Esa tarde de noviembre de 2004 también le pregunté:
-¿Qué legado cree haber dejado usted a sus compatriotas?
-Una democracia que, a pesar de tantos altibajos, ha continuado. Para ser más preciso, debería hablar de una República en funcionamiento. Porque la República, incluyendo dentro de ella a la democracia institucional, garantiza las libertades, los derechos individuales cuyo ejercicio termina con el Estado arbitrario, ese que hemos sufrido y que puede poner presos, matar o torturar porque lo considera conveniente para sus intereses. La República garantiza los derechos y pone ese límite. Es un legado incompleto, porque para que exista una democracia plena debería haber una igualdad económica que garantice la dignidad humana. Eso aún está pendiente.
Fue la última vez que conversé con él. Cuando nos despedimos, estrechándonos la mano, yo no sabía que era la última. Tampoco sabía que Alfonsín moriría cinco años después.
Ahora
Escribo estas líneas sobre el 10 de diciembre de 1983 apelando a mis recuerdos, a algunas viejas notas de mi archivo personal y con el texto completo del discurso de Raúl Alfonsín frente a la Asamblea Legislativa. “Vamos a vivir en libertad. De eso, no quepa duda. Como tampoco debe caber duda de que esa libertad va a servir para construir, para crear, para producir, para trabajar, para reclamar justicia -toda la justicia, la de las leyes comunes y la de las leyes sociales-, para sostener ideas, para organizarse en defensa de los intereses y los derechos legítimos del pueblo todo y de cada sector en particular. En suma, para vivir mejor; porque, como dijimos muchas veces desde la tribuna política, los argentinos hemos aprendido, a la luz de las trágicas experiencias de los años recientes, que la democracia es un valor aún más alto que el de una mera forma de legitimidad del poder, porque con la democracia no sólo se vota, sino que también se come, se educa y se cura”, decía el primer presidente de la democracia recuperada. Vuelvo a pensar en lo mismo: este párrafo entero podría decírselos, nuevamente, a sus correligionarios que participan del gobierno de Mauricio Macri. Podría gritárselos en la cara sin cambiar una sola palabra.

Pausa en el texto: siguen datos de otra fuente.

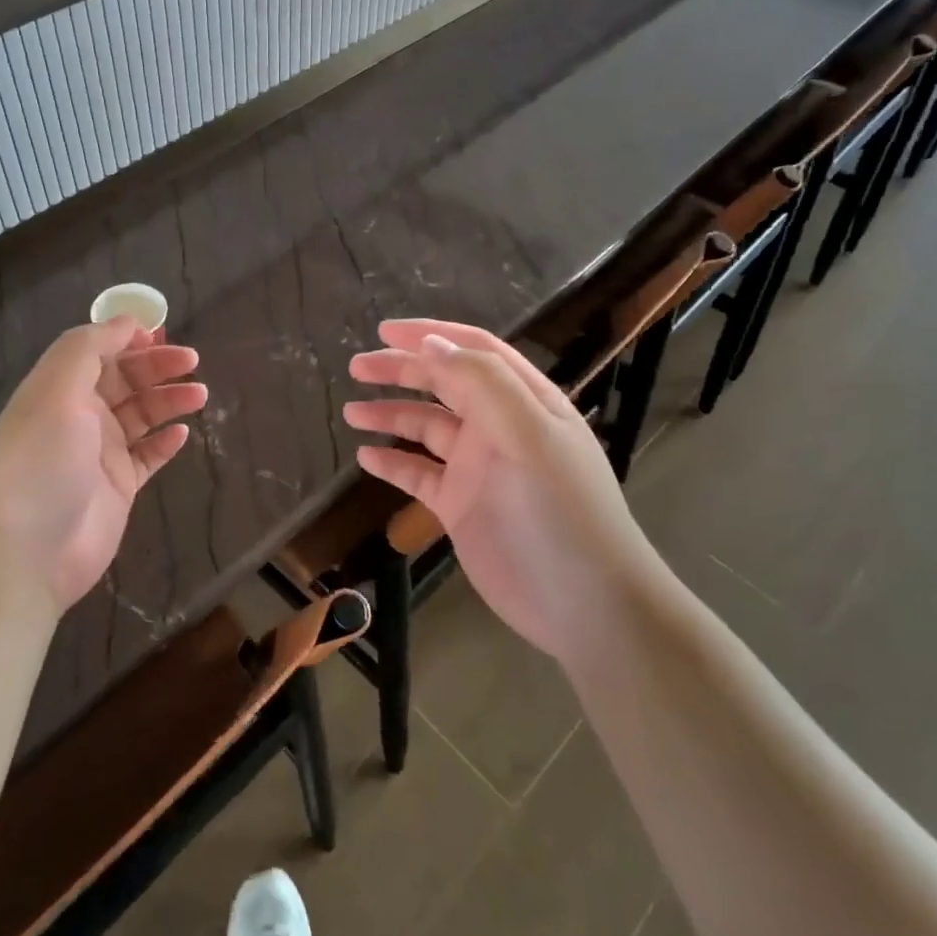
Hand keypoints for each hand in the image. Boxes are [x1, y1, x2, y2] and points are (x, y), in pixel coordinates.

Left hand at [0, 317, 206, 615]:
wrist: (31, 551)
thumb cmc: (43, 462)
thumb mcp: (58, 391)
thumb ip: (89, 348)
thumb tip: (126, 322)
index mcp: (58, 388)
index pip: (96, 350)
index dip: (127, 337)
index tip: (161, 332)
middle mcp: (78, 415)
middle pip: (123, 379)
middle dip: (156, 366)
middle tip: (191, 361)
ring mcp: (99, 452)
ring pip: (141, 415)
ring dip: (169, 400)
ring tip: (200, 396)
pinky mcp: (118, 485)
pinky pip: (148, 455)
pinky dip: (165, 441)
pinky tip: (183, 434)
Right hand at [345, 319, 652, 659]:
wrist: (585, 606)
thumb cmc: (559, 512)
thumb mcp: (527, 436)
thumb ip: (481, 384)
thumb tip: (432, 344)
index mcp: (524, 401)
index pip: (474, 351)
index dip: (431, 334)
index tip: (385, 329)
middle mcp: (500, 427)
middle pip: (444, 384)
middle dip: (401, 370)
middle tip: (357, 367)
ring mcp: (479, 468)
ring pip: (427, 427)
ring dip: (391, 414)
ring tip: (351, 412)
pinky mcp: (461, 506)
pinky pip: (420, 474)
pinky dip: (393, 462)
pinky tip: (367, 458)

Pienso esto y vuelvo al recuerdo de aquel 10 de diciembre de 1983. En la calle, bajo un sol radiante, yendo de un lado a otro alrededor de la Plaza de los dos Congresos, yo seguía anotando palabras sueltas para escribir mi crónica de ese día histórico. Recuerdo que a “alivio, alegría y esperanza” les agregué “fiesta del pueblo”.
Ahora, este 10 de diciembre, 33 años después de aquella fiesta, el pueblo argentino no tiene nada que festejar. Y yo pienso en la degradación de la representatividad política y en las cíclicas maldiciones de la historia de mi patria.